However, even where a danger is open and obvious, a landowner still may have a duty to
protect an invitee against foreseeably dangerous conditions if the risk of harm remains unreasonable
despite its obviousness or despite knowledge of it by the invitee. Bertrand v Alan Ford, Inc, 449
Mich 606, 611; 537 NW2d 185 (1995); Millikin, supra, p 498. “Thus, the open and obvious
doctrine does not relieve the invitor of [the] general duty of reasonable care.” Bertrand, supra, p 611.
Our Supreme Court in Bertrand, id., stated:
[T]he rule generated is that if the particular activity or condition creates a risk of harm
only because the invitee does not discover the condition or realize its danger, then the
open and obvious doctrine will cut off liability if the invitee should have discovered the
condition and realized its danger.

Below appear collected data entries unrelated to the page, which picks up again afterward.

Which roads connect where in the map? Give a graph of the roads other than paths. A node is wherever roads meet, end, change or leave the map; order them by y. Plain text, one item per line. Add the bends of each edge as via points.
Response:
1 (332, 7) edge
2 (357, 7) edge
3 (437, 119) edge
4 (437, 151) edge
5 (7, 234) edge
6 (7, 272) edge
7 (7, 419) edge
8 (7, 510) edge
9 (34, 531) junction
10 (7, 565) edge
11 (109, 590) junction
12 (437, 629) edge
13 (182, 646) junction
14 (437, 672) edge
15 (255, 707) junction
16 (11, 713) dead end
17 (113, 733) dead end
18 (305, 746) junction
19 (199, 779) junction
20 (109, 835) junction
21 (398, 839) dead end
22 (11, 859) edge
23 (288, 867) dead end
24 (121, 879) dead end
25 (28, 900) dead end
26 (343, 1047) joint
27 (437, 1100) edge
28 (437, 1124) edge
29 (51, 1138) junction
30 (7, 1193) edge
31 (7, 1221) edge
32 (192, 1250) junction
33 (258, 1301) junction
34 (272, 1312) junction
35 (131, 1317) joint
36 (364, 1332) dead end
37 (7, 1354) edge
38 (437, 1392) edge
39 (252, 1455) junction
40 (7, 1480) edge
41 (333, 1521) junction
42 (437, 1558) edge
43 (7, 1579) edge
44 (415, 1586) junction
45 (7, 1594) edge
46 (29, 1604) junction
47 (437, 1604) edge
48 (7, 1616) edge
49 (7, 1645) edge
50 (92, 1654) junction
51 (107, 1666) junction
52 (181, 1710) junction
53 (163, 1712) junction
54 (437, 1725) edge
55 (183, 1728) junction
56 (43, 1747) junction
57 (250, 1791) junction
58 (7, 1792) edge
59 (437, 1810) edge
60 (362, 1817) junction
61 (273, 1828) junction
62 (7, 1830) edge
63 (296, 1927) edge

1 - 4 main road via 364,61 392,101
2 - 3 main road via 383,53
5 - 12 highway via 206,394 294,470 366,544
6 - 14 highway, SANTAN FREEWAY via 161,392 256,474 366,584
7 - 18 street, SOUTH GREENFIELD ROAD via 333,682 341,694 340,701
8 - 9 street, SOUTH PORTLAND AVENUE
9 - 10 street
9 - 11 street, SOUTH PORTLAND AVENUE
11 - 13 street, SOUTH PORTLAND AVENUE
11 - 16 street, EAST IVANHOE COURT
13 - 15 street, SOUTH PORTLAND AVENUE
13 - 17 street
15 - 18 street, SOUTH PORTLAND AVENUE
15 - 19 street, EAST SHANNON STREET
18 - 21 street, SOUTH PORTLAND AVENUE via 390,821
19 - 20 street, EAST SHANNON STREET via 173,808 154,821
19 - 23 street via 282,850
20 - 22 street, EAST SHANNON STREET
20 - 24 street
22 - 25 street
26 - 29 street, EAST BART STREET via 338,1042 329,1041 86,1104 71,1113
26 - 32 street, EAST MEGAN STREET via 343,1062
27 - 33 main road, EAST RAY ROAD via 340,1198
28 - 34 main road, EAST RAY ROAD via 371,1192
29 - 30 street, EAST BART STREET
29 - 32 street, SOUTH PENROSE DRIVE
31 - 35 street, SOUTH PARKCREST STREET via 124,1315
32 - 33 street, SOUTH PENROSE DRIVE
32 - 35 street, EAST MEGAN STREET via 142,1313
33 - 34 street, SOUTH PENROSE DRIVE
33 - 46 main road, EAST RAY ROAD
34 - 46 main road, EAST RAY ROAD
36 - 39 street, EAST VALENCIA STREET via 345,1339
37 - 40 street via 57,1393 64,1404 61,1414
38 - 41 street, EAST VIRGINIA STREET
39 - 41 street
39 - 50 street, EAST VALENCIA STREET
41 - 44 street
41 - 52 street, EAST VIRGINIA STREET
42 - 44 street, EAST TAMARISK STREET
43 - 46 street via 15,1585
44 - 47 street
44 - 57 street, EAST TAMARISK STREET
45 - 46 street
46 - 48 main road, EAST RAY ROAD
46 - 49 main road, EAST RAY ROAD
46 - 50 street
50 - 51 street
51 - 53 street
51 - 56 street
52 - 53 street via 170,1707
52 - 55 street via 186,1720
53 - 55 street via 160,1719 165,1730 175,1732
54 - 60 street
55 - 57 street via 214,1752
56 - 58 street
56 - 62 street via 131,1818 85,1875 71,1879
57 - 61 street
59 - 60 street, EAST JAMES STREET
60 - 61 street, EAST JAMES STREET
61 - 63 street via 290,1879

On the other hand, if the risk of harm remains
unreasonable, despite its obviousness or despite knowledge of it by the invitee, then the
circumstances may be such that the invitor is required to undertake reasonable
precautions.
Defendant argues that the facts of this case are indistinguishable from those in the companion
case to Bertrand, Maurer v Oakland Co Parks & Recreation Dep’t, because there, the plaintiff’s
only basis for contending that the step was unreasonably dangerous despite its obviousness was that she
did not see it. See id., p 621. Here, defendant contends that plaintiff likewise bases her argument that
the pedestal was unreasonably dangerous on the simple fact that she failed to see it. We disagree. The
accident in this case took place in a store, where plaintiff failed to see the pedestal because she was
looking at a hanging basket floral display instead of watching the floor for obstacles. Store owners
create displays with the express purpose of attracting customers’ attention in order to generate interest
and, thereby, sales. Defendant should anticipate that leaving items in the aisleway of a store, especially
where so much merchandise is displayed at or above eye level, could cause patrons to trip and injure
themselves. See, e.g., id., p 624 (there was a genuine issue regarding whether the construction of the
step, when considered with the placement of vending machines and a cashier’s window, and the hinging
of the door, created an unreasonable risk of harm despite the obviousness of the danger). Summary
disposition was inappropriate because a reasonable jury could conclude that the risk of harm was
unreasonable despite its obvious nature.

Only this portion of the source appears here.